Preconditions and Postconditions

Sometimes a function is only well-defined under certain conditions, or sometimes you may be interested in certain initial conditions that give rise to specific final conditions. For these cases, you can specify an arbitrary predicate as a pre-condition or post-condition, using any values in scope at the time.

crucible_precond : Term -> CrucibleSetup ()
crucible_postcond : Term -> CrucibleSetup ()

These two commands take Term arguments, and therefore cannot describe the values of pointers. The crucible_equal command states that two SetupValues should be equal, and can be used in either the initial or the final state.
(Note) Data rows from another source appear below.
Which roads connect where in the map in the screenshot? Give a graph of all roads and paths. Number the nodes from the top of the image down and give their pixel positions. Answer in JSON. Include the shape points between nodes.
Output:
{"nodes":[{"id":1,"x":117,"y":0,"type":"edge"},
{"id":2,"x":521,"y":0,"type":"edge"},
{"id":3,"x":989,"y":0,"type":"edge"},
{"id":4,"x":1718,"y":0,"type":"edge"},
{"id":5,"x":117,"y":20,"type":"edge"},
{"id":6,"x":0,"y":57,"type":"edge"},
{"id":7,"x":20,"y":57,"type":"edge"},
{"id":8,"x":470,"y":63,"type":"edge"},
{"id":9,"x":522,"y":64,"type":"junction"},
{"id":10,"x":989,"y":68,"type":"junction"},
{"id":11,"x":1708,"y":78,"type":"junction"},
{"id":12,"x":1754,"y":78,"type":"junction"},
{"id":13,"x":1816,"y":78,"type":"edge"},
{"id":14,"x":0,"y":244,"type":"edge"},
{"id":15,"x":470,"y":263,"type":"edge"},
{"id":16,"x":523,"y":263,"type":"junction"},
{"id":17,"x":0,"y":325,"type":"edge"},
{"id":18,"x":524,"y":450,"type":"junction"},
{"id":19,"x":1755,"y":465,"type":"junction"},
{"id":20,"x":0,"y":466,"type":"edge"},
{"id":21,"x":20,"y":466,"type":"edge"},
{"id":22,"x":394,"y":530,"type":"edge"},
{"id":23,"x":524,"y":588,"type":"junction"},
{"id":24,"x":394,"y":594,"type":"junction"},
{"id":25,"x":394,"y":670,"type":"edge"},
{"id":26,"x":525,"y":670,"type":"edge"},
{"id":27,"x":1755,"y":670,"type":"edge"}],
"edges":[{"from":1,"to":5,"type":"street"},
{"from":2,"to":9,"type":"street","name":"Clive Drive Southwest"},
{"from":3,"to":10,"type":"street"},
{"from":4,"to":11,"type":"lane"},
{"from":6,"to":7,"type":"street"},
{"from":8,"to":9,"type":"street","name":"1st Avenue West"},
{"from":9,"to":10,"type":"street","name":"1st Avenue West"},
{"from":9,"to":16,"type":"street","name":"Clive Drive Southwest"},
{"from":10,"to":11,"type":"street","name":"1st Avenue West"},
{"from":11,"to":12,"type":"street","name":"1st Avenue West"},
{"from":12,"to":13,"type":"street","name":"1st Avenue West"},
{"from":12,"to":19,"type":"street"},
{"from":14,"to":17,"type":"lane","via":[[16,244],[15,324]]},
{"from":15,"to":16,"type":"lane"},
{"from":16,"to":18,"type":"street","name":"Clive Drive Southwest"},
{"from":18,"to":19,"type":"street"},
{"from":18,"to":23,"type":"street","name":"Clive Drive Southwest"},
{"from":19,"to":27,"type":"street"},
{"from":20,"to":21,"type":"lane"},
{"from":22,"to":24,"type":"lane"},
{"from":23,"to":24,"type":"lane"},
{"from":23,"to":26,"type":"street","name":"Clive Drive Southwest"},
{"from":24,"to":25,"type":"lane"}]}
crucible_equal : SetupValue -> SetupValue -> CrucibleSetup ()

The use of crucible_equal can also sometimes lead to more efficient symbolic execution when the predicate of interest is an equality.

A Heap-Based Example

To tie all of the command descriptions from the previous sections together, consider the case of verifying the correctness of a C program that computes the dot product of two vectors, where the length and value of each vector are encapsulated together in a struct.

The dot product can be concisely specified in Cryptol as follows:

dotprod : {n, a} (fin n, fin a) => [n][a] -> [n][a] -> [a]
dotprod xs ys = sum (zip (*) xs ys)

To implement this in C, let’s first consider the type of vectors:

typedef struct {
    uint32_t *elts;
    uint32_t size;
} vec_t;

This struct contains a pointer to an array of 32-bit elements, and a 32-bit value indicating how many elements that array has.
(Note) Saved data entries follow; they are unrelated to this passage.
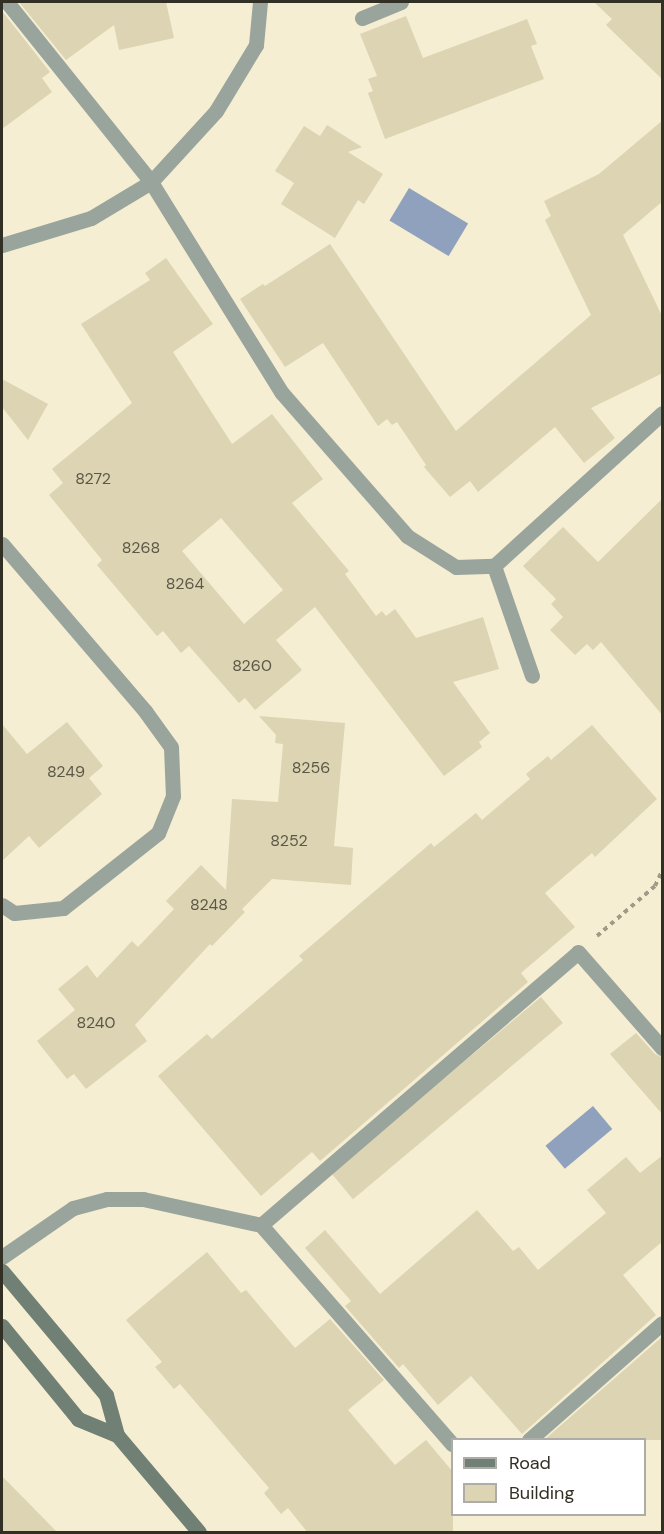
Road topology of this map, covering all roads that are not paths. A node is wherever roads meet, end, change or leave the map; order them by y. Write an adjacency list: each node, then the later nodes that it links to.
1 (7, 2): 5 (street)
2 (260, 2): 5 (street)
3 (401, 2): 4 (street)
4 (362, 18)
5 (151, 182): 6 (street); 9 (street)
6 (2, 246)
7 (663, 413): 9 (street)
8 (2, 544): 11 (street)
9 (494, 566): 10 (street)
10 (532, 676)
11 (2, 905)
12 (663, 1048): 13 (street)
13 (261, 1225): 14 (street); 20 (street)
14 (2, 1257)
15 (2, 1271): 18 (main road)
16 (663, 1323): 19 (street)
17 (2, 1326): 18 (main road)
18 (117, 1436): 21 (main road)
19 (531, 1438)
20 (451, 1442)
21 (199, 1533)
We can compute the dot product of two of these vectors with the following C code (which uses the size of the shorter vector if they differ in size).

uint32_t dotprod_struct(vec_t *x, vec_t *y) {
    uint32_t size = MIN(x->size, y->size);
    uint32_t res = 0;
    for(size_t i = 0; i < size; i++) {
        res += x->elts[i] * y->elts[i];
    }
    return res;
}

The entirety of this implementation can be found in the examples/llvm/dotprod_struct.c file in the saw-script repository.

To verify this program in SAW, it will be convenient to define a couple of utility functions (which are generally useful for many heap-manipulating programs). First, combining allocation and initialization to a specific value can make many scripts more concise:

let alloc_init ty v = do {
    p <- crucible_alloc ty;
    crucible_points_to p v;
    return p;
};

This creates a pointer p pointing to enough space to store type ty, and then indicates that the pointer points to value v (which should be of that same type).

A common case for allocation and initialization together is when the initial value should be entirely symbolic.

let ptr_to_fresh n ty = do {
    x <- crucible_fresh_var n ty;
    p <- alloc_init ty (crucible_term x);
    return (x, p);
};

This function returns the pointer just allocated along with the fresh symbolic value it points to.

Given these two utility functions, the dotprod_struct function can be specified as follows:

let dotprod_spec n = do {
    let nt = crucible_term {{ `n : [32] }};
    (xs, xsp) <- ptr_to_fresh "xs" (llvm_array n (llvm_int 32));
    (ys, ysp) <- ptr_to_fresh "ys" (llvm_array n (llvm_int 32));
    let xval = crucible_struct [ xsp, nt ];
    let yval = crucible_struct [ ysp, nt ];
    xp <- alloc_init (llvm_struct "struct.vec_t") xval;
    yp <- alloc_init (llvm_struct "struct.vec_t") yval;
    crucible_execute_func [xp, yp];
    crucible_return (crucible_term {{ dotprod xs ys }});
};

Any instantiation of this specification is for a specific vector length n, and assumes that both input vectors have that length. That length n automatically becomes a type variable in the subsequent Cryptol expressions, and the backtick operator is used to reify that type as a bit vector of length 32.

The entire script can be found in the dotprod_struct-crucible.saw file alongside dotprod_struct.c.